RM: Is there anything you’d like to say about the Boron III LS fly rod?
AM: The Boron III LS series was designed for anglers who like a softer presentation of the fly: it’s a terrific platform for dry fly or small nymph fishing. The LS series was designed for accuracy and presentation at short to intermediate distances with the ability to protect fine tippets during the strike and the hook-up. Having said that, the boron material in the butt section of the rod can enhance the rod’s ability to overcome some of the windy conditions that we run into in certain fishing situations, as well as give the angler the edge in fish-fighting ability.
RL Winston Boron III LS Mini-Review
Less is more: that’s the take-away lesson you’ll learn after fishing Winston’s Boron III LS fly rod for a few days. If you’ve ever taken a casting lesson or two, one of the things your instructor will invariably tell you is to stop, or at least reduce, the heavy-handed flailing (often the hallmark of a new fly caster). You’ll hear – repeatedly – to “allow the fly rod do the work, getting your line and fly out there.” Your job, as a caster, is to load the rod adequately and properly. The LS will demand this of you, and in the end actually make you a better caster. Imagine that; a fly rod that insists you refine your stroke timing.

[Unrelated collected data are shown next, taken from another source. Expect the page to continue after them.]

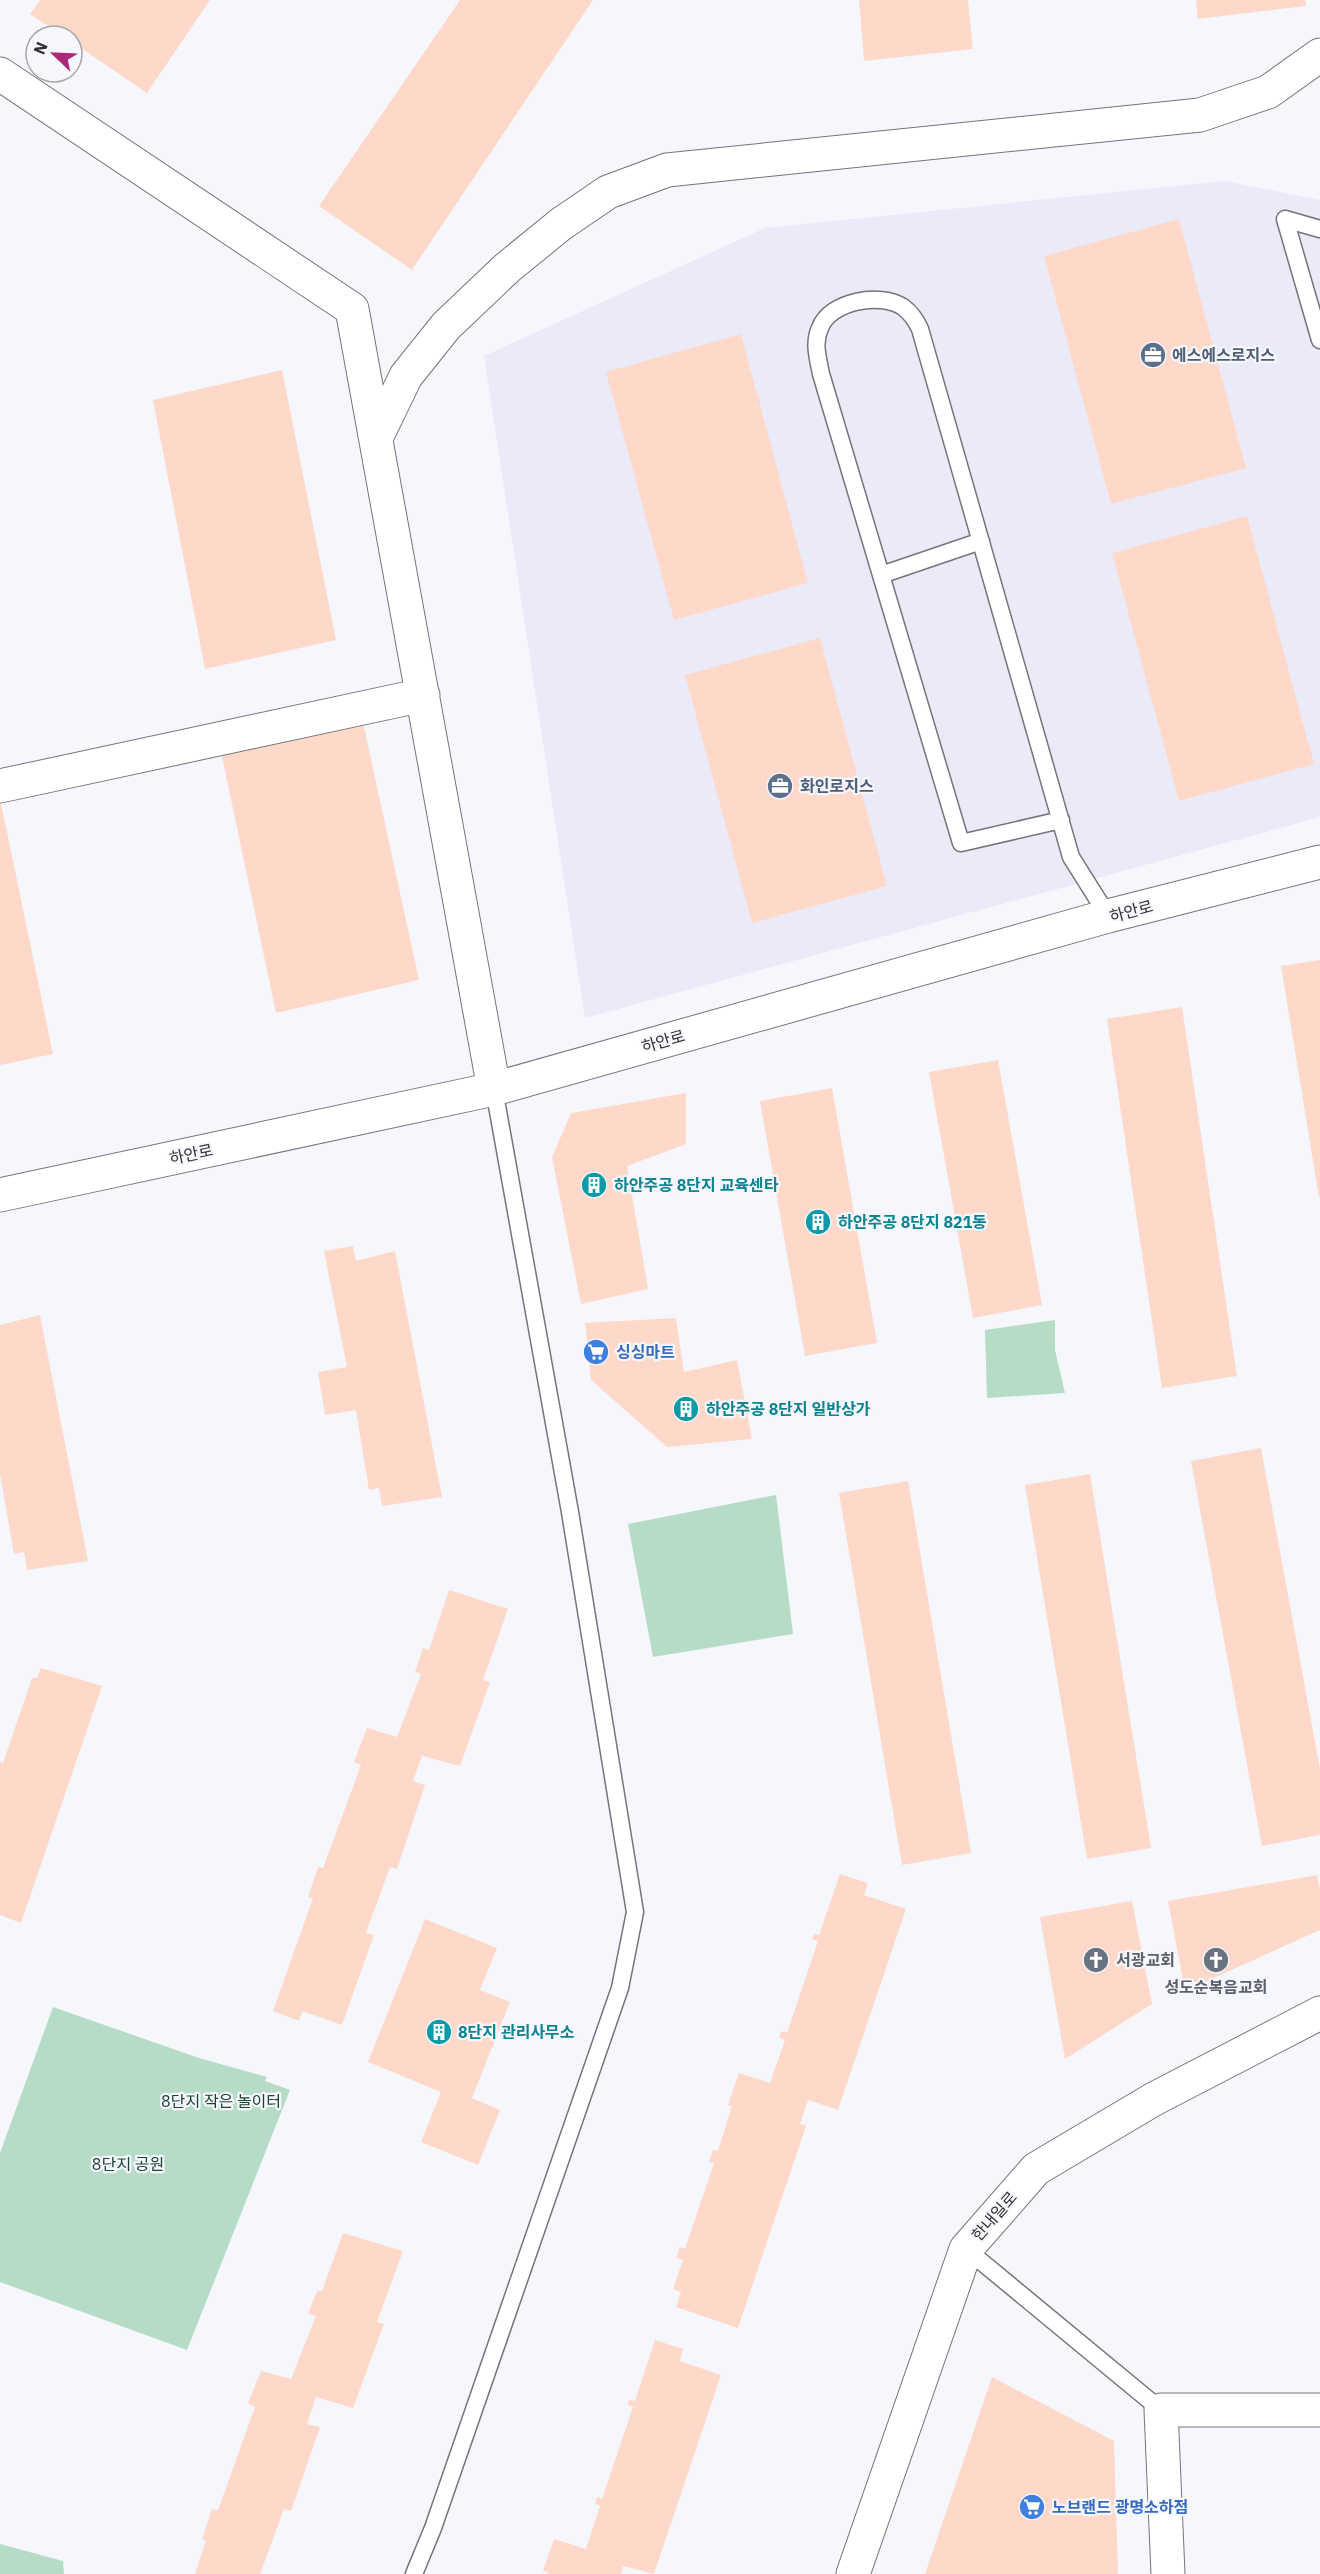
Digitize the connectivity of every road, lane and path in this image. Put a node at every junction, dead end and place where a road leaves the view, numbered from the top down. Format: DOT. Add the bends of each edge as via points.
graph roads {
  1 [pos="1320,55"];
  2 [pos="0,74"];
  3 [pos="1320,229"];
  4 [pos="1320,340"];
  5 [pos="376,438"];
  6 [pos="981,542"];
  7 [pos="881,575"];
  8 [pos="423,695"];
  9 [pos="0,786"];
  10 [pos="1060,820"];
  11 [pos="1320,862"];
  12 [pos="1108,916"];
  13 [pos="494,1089"];
  14 [pos="0,1196"];
  15 [pos="1320,2013"];
  16 [pos="966,2249"];
  17 [pos="1161,2410"];
  18 [pos="1320,2410"];
  19 [pos="414,2574"];
  20 [pos="853,2574"];
  21 [pos="1168,2574"];
  1 -- 5 [label="street" via="1268,92 1200,115 667,170 608,192 507,268 446,326 406,376"];
  2 -- 5 [label="street" via="352,309"];
  3 -- 4 [label="lane" via="1285,219"];
  5 -- 8 [label="street"];
  6 -- 7 [label="lane"];
  6 -- 7 [label="lane" via="915,318 890,302 870,300 840,308 820,326 816,342 821,374"];
  6 -- 10 [label="lane"];
  7 -- 10 [label="lane" via="961,843"];
  8 -- 9 [label="street"];
  8 -- 13 [label="street"];
  10 -- 12 [label="lane" via="1071,857"];
  11 -- 12 [label="street, 하안로"];
  12 -- 13 [label="street, 하안로"];
  13 -- 14 [label="street, 하안로"];
  13 -- 19 [label="lane" via="570,1512 635,1912 626,1968 616,2000 434,2528"];
  15 -- 16 [label="street, 한내일로" via="1154,2099 1036,2169"];
  16 -- 17 [label="lane"];
  16 -- 20 [label="street, 한내일로"];
  17 -- 18 [label="street"];
  17 -- 21 [label="street"];
}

The rod is built to suit anglers with a more relaxed cast, so you’ll find you want to slow down your casting rhythm. If you take the effort (and you should) to tailor your casting stroke to the LS’s natural frequency, the rod’s attributes come shining through, and you’ll deliver your flies wherever you need them to be.
I’ll dispense with discussion of the rod’s hardware and finish as you’ve most likely read that these are two of the areas Winston obsesses over, which I can confirm: all of it is top-tier.
Novice casters might find the LS a touch difficult to master, but only if they’re still mentally absorbing the ABCs of fly rod mechanics. Experienced casters will adapt to – and greatly appreciate – the rod’s blank formula very quickly.
If a rod with a light touch, pin-point accuracy and remarkable strike-detection is high on your list of demands, look no further than the LS.